Work item: Every record is to be copied unchanged, except that its pictures are removed.
'''
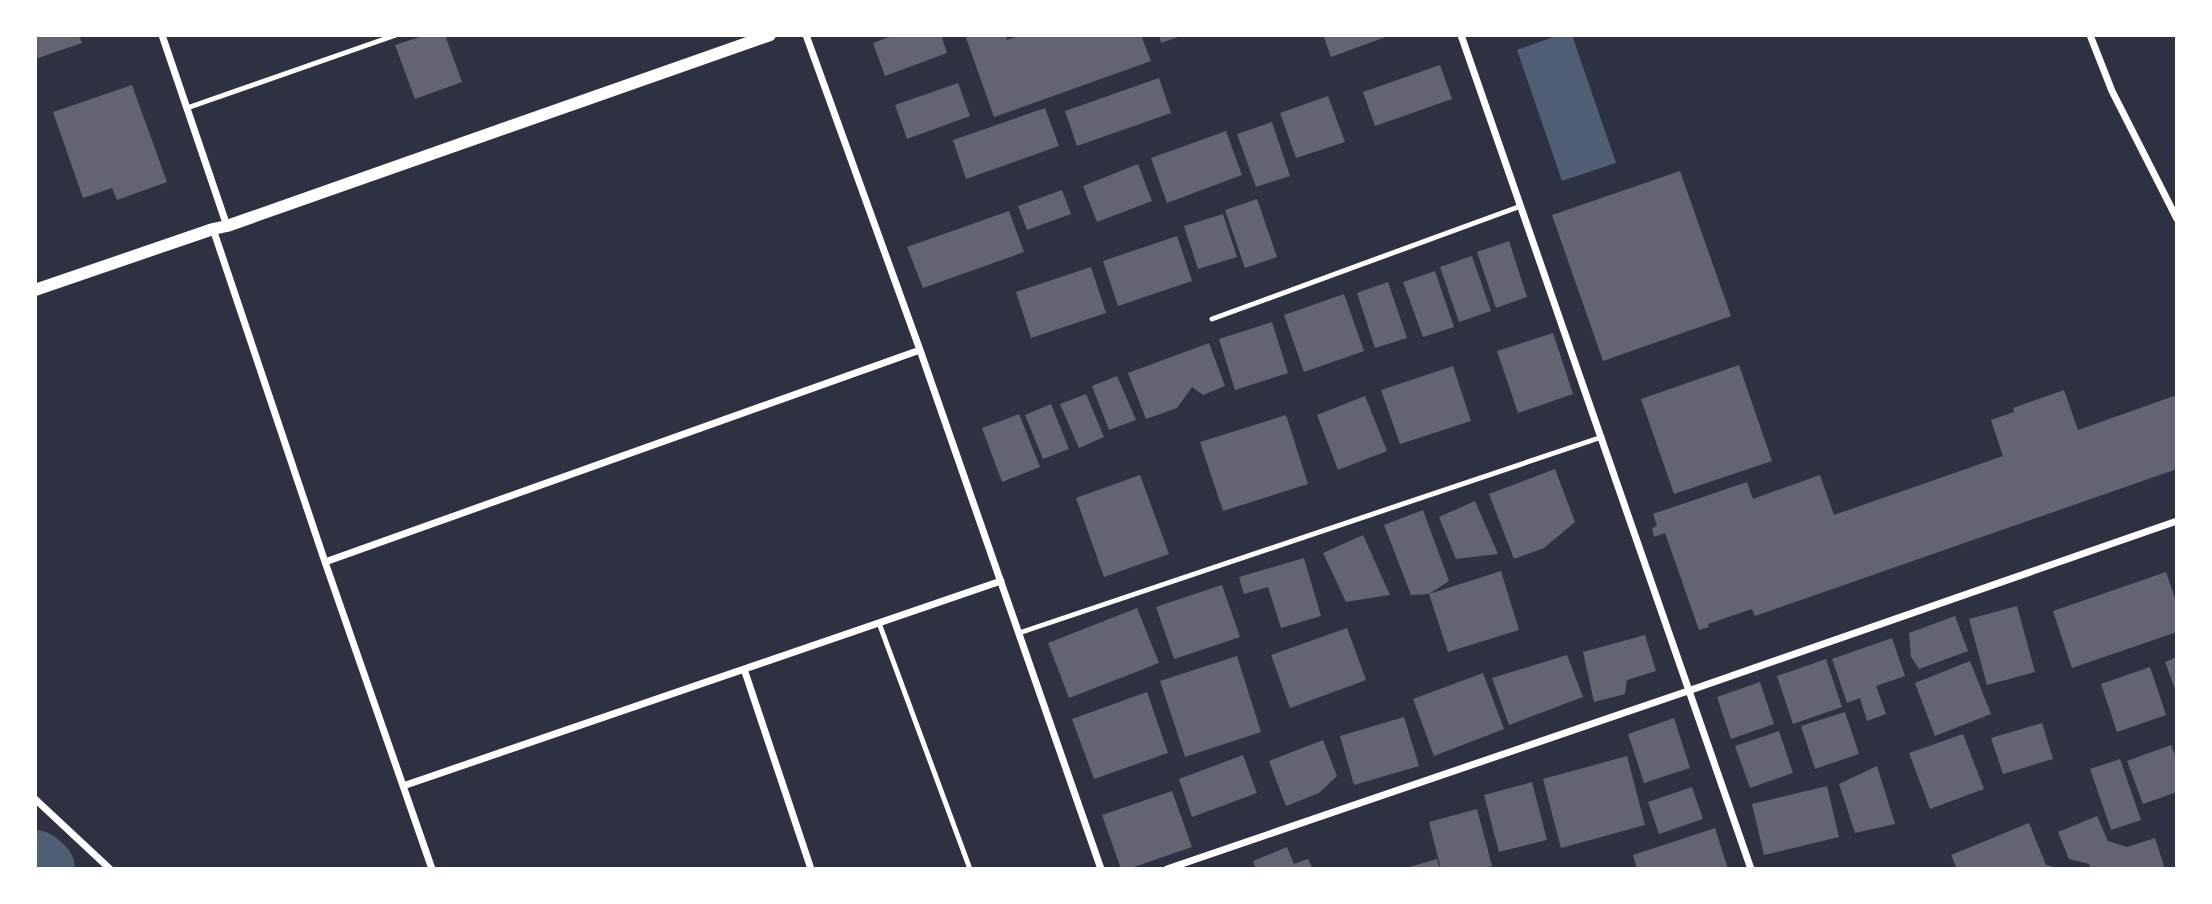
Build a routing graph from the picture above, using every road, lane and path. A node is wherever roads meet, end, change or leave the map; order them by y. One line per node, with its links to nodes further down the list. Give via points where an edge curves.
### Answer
1 (162, 35): 7 (street)
2 (396, 35): 7 (lane)
3 (770, 35): 10 (street)
4 (806, 35): 14 (street)
5 (1461, 35): 8 (street)
6 (2091, 35): 9 (street, via 2112,91)
7 (187, 108): 10 (street)
8 (1521, 206): 13 (lane); 15 (street)
9 (2177, 219)
10 (227, 226): 11 (street)
11 (213, 229): 12 (street); 17 (street)
12 (35, 289)
13 (1212, 319)
14 (920, 350): 17 (street); 18 (street)
15 (1602, 437): 20 (lane); 22 (street)
16 (2177, 521): 22 (street)
17 (325, 562): 23 (street)
18 (1002, 581): 19 (street); 20 (street)
19 (879, 623): 21 (street); 28 (lane)
20 (1019, 633): 29 (street)
21 (744, 669): 23 (street); 27 (street)
22 (1688, 691): 30 (street); 31 (street)
23 (403, 786): 26 (street)
24 (35, 799): 25 (street)
25 (110, 869)
26 (432, 869)
27 (811, 869)
28 (970, 869)
29 (1101, 869)
30 (1167, 869)
31 (1751, 869)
'''
Result of the exercise:
Build a routing graph from the picture above, using every road, lane and path. A node is wherever roads meet, end, change or leave the map; order them by y. One line per node, with its links to nodes further down the list. Give via points where an edge curves.
### Answer
1 (162, 35): 7 (street)
2 (396, 35): 7 (lane)
3 (770, 35): 10 (street)
4 (806, 35): 14 (street)
5 (1461, 35): 8 (street)
6 (2091, 35): 9 (street, via 2112,91)
7 (187, 108): 10 (street)
8 (1521, 206): 13 (lane); 15 (street)
9 (2177, 219)
10 (227, 226): 11 (street)
11 (213, 229): 12 (street); 17 (street)
12 (35, 289)
13 (1212, 319)
14 (920, 350): 17 (street); 18 (street)
15 (1602, 437): 20 (lane); 22 (street)
16 (2177, 521): 22 (street)
17 (325, 562): 23 (street)
18 (1002, 581): 19 (street); 20 (street)
19 (879, 623): 21 (street); 28 (lane)
20 (1019, 633): 29 (street)
21 (744, 669): 23 (street); 27 (street)
22 (1688, 691): 30 (street); 31 (street)
23 (403, 786): 26 (street)
24 (35, 799): 25 (street)
25 (110, 869)
26 (432, 869)
27 (811, 869)
28 (970, 869)
29 (1101, 869)
30 (1167, 869)
31 (1751, 869)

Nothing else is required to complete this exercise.